(Pixel coordinate listings)
--------

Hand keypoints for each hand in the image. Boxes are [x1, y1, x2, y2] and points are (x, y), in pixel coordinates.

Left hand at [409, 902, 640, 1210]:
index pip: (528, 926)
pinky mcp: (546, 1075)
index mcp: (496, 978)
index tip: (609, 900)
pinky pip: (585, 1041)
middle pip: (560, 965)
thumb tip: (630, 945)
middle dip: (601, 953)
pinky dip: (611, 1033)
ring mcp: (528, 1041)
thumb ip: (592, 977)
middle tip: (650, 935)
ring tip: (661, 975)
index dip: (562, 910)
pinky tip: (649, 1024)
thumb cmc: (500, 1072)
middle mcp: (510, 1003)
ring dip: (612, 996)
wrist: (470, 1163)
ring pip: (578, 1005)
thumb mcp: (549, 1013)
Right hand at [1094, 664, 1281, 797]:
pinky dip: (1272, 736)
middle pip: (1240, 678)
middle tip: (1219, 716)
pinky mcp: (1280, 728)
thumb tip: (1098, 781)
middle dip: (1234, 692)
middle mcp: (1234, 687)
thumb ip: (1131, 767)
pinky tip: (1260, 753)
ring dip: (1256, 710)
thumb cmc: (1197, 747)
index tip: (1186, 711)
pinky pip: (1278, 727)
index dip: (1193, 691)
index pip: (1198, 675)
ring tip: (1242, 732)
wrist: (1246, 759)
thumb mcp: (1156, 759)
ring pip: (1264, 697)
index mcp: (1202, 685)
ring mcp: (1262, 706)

--------

**Exercise requirements:**
The expected output is the lines from the one holding "middle tip: (650, 935)" through the last line of the data, exactly as they appear, with nothing before or after.

**Answer section:**
middle tip: (650, 935)
ring tip: (661, 975)
index dip: (562, 910)
pinky tip: (649, 1024)
thumb cmc: (500, 1072)
middle mcp: (510, 1003)
ring dip: (612, 996)
wrist: (470, 1163)
ring pip: (578, 1005)
thumb mcp: (549, 1013)
Right hand at [1094, 664, 1281, 797]:
pinky dip: (1272, 736)
middle pip: (1240, 678)
middle tip: (1219, 716)
pinky mcp: (1280, 728)
thumb tip: (1098, 781)
middle dip: (1234, 692)
middle mcp: (1234, 687)
thumb ip: (1131, 767)
pinky tip: (1260, 753)
ring dip: (1256, 710)
thumb cmc: (1197, 747)
index tip: (1186, 711)
pinky pip: (1278, 727)
index dip: (1193, 691)
index pip: (1198, 675)
ring tip: (1242, 732)
wrist: (1246, 759)
thumb mcp: (1156, 759)
ring pip: (1264, 697)
index mcp: (1202, 685)
ring mcp: (1262, 706)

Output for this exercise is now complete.